= EXERCISE =
Among the entries below, how many lines have the string "Avanel" in them? Only the number should be given.

= DATA TO PROCESS =
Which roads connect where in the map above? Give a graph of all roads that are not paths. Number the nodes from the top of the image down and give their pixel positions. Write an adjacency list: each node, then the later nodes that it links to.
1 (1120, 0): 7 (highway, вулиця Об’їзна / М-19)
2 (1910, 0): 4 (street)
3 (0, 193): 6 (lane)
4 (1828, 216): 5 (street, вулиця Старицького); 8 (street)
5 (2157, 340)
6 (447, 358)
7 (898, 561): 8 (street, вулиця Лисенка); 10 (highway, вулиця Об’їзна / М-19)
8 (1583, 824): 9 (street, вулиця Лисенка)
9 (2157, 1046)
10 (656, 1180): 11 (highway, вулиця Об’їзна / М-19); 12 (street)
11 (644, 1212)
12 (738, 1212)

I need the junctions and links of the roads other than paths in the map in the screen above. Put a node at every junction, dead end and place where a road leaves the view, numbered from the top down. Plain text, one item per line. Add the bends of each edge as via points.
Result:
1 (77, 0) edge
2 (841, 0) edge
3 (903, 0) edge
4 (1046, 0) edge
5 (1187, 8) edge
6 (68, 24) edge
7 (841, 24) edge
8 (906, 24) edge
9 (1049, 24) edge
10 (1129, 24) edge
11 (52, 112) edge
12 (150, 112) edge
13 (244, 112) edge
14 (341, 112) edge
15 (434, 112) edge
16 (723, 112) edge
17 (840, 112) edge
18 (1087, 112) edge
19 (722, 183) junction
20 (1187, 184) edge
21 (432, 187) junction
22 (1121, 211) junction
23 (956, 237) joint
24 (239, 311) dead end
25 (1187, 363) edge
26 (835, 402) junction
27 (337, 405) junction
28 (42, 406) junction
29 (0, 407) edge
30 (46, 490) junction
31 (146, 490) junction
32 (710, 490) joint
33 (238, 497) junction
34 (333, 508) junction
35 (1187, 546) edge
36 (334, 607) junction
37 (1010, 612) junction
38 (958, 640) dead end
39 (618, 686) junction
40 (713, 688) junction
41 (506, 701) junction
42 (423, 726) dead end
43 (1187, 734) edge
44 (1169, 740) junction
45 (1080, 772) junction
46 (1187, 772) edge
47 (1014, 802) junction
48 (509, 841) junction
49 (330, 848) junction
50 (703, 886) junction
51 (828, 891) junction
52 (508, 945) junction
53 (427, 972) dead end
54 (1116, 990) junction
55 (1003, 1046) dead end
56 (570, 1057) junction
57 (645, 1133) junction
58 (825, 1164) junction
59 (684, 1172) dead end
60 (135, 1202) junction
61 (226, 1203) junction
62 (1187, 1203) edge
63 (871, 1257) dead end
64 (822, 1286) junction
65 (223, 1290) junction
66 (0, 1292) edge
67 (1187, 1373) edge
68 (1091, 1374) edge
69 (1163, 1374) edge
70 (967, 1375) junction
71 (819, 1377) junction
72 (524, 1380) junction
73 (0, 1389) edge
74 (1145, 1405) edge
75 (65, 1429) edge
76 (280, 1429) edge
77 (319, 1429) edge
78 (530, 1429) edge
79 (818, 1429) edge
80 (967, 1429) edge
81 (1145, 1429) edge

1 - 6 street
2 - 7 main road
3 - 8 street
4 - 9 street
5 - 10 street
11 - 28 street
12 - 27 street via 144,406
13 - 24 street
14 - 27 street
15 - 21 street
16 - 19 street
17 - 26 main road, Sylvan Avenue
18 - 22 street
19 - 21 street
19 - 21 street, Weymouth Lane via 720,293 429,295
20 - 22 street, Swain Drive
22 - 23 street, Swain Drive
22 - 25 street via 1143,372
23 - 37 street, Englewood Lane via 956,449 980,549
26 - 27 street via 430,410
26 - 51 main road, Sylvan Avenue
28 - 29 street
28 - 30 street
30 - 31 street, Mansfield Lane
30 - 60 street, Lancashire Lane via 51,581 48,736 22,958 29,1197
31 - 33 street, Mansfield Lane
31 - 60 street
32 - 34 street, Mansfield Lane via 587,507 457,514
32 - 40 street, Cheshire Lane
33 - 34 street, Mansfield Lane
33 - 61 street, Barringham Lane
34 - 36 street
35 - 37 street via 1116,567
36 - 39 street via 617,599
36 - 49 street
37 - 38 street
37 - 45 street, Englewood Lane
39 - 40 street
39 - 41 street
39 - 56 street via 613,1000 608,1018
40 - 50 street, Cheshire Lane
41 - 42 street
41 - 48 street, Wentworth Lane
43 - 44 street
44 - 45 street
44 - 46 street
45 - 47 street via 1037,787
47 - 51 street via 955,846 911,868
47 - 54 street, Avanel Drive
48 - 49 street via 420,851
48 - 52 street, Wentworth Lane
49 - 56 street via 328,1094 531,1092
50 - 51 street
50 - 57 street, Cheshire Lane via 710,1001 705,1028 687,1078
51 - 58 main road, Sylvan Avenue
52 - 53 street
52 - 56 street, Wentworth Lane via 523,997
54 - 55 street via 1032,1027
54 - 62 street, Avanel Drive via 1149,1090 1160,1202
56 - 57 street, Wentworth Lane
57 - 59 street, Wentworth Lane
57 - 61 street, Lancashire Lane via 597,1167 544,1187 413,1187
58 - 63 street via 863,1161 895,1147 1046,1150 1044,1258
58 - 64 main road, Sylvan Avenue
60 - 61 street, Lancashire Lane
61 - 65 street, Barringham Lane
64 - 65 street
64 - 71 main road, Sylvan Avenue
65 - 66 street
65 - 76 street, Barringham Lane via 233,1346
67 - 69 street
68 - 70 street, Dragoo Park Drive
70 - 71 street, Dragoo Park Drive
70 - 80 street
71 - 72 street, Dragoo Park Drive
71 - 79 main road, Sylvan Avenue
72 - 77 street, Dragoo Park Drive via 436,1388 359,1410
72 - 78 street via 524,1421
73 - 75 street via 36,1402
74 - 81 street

= REPLY =
2